Les nouveaux tournants de la technologie de l’IA commencent avec un « cerveau biologique » non basé sur le silicium. La startup de calcul biologique (The Biological Computing Co., ci-après TBC) fait avancer la commercialisation de technologies de calcul basées sur des neurones vivants, tout en montrant une ambition de remplacer l’infrastructure d’intelligence artificielle actuelle centrée sur le silicium. La société a récemment réussi à obtenir un financement de démarrage de 25 millions de dollars (environ 36 milliards de wons) auprès de Primary Ventures.
TBC est née de trois tournants technologiques : le développement rapide des neurosciences, les limitations des modèles d’IA actuels et la crise énergétique provoquée par le changement climatique. Son fondateur et PDG, Alex Ksendovskij, pense que les modèles d’IA générative actuels, qui optimisent et étendent indifféremment la puissance de calcul pour améliorer la performance, présentent des limites. Il souligne : « Utiliser un vrai cerveau pour le calcul, cela peut sembler contradictoire, mais c’est la réponse la plus claire. »
Selon la société, la technologie de TBC utilise des neurones vivants pour encoder directement des données d’images, de textes et de vidéos dans des neurones, puis décode l’activité neuronale du cerveau pour la convertir en représentations à haute dimension. De cette manière, il est possible d’améliorer la performance des modèles d’IA générative tout en réduisant considérablement les coûts de calcul. En particulier, ce modèle peut atteindre une haute performance avec moins d’énergie que le calcul basé sur le silicium traditionnel, tout en offrant des avantages en apprentissage continu et en mémoire renforcée.
Un autre cofondateur et directeur des opérations, John Pomeraniec, déclare : « Cette voie est le point de départ d’une grande révolution post-silicium », « Nous construisons une nouvelle infrastructure d’IA pour percevoir le monde et communiquer. »
Alors que les entreprises investissent des dizaines de milliards de dollars dans l’infrastructure d’IA, les technologies visant à améliorer l’efficacité du calcul attirent l’attention de l’industrie.

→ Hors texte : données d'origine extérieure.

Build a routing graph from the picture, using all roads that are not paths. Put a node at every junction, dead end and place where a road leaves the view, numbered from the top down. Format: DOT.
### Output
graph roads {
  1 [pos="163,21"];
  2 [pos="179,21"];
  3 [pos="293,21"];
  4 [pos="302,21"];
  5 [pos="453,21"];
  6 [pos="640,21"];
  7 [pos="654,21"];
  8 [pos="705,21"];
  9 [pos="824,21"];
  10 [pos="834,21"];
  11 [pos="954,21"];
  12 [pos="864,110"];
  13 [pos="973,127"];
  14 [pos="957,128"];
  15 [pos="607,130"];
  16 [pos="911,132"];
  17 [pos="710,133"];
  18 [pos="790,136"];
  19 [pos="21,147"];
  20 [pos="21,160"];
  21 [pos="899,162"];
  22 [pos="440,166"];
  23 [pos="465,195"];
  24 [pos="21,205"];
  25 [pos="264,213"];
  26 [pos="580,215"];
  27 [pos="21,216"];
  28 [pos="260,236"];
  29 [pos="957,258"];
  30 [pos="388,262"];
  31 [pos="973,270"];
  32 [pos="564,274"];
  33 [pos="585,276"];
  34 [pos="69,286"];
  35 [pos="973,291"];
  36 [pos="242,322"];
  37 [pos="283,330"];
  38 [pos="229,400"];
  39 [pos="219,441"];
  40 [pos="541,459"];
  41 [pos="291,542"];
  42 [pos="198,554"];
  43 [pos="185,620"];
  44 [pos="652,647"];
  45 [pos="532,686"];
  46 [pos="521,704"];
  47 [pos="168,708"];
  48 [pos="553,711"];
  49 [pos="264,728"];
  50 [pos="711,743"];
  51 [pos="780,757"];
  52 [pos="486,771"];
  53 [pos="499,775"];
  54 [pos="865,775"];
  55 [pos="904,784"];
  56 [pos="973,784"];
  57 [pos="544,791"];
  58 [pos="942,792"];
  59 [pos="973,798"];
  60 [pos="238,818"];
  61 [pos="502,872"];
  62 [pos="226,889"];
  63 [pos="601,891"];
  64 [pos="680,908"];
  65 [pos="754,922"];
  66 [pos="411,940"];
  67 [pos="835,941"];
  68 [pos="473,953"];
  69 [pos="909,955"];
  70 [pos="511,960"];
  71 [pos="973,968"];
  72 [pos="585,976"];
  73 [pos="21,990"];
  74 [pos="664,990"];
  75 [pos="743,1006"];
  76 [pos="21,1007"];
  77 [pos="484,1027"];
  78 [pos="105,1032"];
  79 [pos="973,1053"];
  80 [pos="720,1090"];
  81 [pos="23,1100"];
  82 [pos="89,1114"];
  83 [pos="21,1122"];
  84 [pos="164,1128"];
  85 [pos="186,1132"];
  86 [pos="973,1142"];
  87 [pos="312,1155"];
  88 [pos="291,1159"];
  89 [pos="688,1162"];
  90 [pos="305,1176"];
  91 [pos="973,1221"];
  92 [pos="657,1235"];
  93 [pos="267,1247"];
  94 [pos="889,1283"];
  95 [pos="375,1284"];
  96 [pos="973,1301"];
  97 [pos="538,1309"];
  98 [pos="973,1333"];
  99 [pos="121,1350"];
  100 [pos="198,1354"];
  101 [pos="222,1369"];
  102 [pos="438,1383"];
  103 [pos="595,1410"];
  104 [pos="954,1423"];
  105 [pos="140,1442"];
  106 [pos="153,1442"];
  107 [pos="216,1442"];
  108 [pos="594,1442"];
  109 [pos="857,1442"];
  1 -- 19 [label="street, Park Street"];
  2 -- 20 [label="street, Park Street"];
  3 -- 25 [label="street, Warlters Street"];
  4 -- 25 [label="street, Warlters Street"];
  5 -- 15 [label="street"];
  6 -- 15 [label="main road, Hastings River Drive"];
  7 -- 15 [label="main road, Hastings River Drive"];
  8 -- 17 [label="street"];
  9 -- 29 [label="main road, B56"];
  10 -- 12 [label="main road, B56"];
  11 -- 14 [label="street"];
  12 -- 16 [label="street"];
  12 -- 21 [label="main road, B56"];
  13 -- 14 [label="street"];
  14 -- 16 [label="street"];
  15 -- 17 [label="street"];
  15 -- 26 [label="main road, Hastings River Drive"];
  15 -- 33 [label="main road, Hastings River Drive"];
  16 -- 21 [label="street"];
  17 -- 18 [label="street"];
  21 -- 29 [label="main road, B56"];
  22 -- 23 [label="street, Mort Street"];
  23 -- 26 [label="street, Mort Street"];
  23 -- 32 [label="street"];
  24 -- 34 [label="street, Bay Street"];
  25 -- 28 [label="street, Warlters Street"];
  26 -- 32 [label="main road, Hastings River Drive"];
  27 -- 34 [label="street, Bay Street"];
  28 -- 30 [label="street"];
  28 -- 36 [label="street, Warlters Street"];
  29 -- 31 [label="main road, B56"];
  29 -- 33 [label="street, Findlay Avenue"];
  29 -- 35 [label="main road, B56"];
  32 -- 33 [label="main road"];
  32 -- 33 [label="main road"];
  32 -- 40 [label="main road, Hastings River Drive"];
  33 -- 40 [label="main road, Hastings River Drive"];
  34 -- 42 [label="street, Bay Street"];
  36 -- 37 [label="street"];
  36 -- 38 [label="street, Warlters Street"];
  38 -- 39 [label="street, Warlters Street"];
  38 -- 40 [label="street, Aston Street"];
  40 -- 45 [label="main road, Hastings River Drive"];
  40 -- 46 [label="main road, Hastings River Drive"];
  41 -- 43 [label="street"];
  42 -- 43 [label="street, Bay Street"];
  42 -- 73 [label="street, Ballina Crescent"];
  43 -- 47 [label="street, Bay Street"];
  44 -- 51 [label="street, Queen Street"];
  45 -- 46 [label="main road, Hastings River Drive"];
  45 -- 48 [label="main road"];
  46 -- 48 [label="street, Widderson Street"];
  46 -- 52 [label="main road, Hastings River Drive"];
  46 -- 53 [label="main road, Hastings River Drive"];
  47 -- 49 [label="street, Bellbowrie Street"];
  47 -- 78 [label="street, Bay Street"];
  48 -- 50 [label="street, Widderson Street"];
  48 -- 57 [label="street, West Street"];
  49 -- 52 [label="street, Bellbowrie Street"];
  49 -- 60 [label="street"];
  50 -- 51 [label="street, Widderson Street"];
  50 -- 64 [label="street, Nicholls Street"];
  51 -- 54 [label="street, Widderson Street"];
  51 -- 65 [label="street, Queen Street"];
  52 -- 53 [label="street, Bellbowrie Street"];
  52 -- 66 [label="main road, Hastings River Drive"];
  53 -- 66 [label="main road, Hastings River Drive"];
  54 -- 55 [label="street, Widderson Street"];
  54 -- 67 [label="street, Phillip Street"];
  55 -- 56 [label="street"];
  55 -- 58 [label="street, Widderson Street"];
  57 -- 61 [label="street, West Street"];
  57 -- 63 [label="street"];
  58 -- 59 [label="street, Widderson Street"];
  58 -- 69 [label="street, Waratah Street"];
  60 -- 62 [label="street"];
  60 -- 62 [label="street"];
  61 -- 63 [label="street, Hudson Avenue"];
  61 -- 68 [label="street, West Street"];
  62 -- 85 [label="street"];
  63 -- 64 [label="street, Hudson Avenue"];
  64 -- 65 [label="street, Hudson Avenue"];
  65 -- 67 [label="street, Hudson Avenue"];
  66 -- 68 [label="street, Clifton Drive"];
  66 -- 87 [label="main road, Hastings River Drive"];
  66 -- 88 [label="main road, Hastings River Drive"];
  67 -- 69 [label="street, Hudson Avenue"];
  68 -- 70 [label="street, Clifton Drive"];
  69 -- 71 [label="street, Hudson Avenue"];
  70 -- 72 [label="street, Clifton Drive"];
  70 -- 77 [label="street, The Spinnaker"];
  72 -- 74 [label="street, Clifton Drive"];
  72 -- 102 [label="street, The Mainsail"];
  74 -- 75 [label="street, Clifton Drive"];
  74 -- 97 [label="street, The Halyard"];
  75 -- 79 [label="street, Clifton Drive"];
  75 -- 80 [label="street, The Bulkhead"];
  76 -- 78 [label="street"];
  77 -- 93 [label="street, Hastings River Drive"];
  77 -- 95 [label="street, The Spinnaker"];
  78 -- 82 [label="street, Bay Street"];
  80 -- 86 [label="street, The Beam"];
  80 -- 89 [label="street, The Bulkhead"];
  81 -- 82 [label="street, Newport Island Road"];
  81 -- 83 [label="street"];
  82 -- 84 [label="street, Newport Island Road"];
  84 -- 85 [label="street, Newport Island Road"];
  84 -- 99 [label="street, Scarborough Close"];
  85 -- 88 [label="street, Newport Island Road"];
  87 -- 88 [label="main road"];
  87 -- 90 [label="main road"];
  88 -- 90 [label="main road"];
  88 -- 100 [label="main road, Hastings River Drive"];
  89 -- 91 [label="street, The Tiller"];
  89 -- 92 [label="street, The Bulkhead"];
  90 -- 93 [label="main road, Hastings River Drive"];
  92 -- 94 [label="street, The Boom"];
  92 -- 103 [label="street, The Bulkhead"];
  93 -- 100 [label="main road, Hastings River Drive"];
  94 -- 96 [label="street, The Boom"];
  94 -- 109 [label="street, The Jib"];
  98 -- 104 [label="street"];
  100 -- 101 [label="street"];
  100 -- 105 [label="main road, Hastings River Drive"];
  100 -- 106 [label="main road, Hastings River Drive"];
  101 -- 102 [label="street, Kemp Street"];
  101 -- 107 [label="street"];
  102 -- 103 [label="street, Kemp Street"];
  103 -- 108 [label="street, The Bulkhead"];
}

L’analyste de Constellation Research, Holger Mueller, commente : « L’architecture d’IA imitant la structure du cerveau humain est une approche totalement nouvelle, mais si l’on peut prouver que ce modèle est réellement évolutif, le marché s’ouvrira de manière explosive. »
Actuellement, TBC améliore la qualité de traitement vidéo et la capacité de structuration des modèles d’IA générative grâce à sa technologie, tout en testant leur contribution à la cohérence à long terme. En particulier, ses applications dans l’optimisation des auto-encodeurs visuels, des modèles vidéo à prédiction longue durée, ont déjà montré leur potentiel, ce qui augmente l’attente quant à la commercialisation de sa technologie.
TBC prévoit de lancer en 2027 une plateforme hybride de clusters neuronaux-siliciens dans le cloud. Cette plateforme vise directement le marché de l’infrastructure d’IA, qui devrait atteindre 1,7 trillion de dollars (environ 2 448 milliards de wons) d’ici 2030.
Brian Shakett, de Primary Ventures, déclare : « Jusqu’à présent, l’IA s’est développée sur une base silicium, mais cette approche a atteint ses limites », « La calcul biologique deviendra le cœur de la prochaine génération d’infrastructure d’IA. »
Les expérimentations de TBC ne se limitent pas à des avancées technologiques. Elle est considérée comme la première solution alternative visant à résoudre fondamentalement les problèmes de consommation d’énergie, de goulets d’étranglement et de limitations des modèles de l’infrastructure d’IA actuelle, en proposant la « solution biologique » du « cerveau humain ».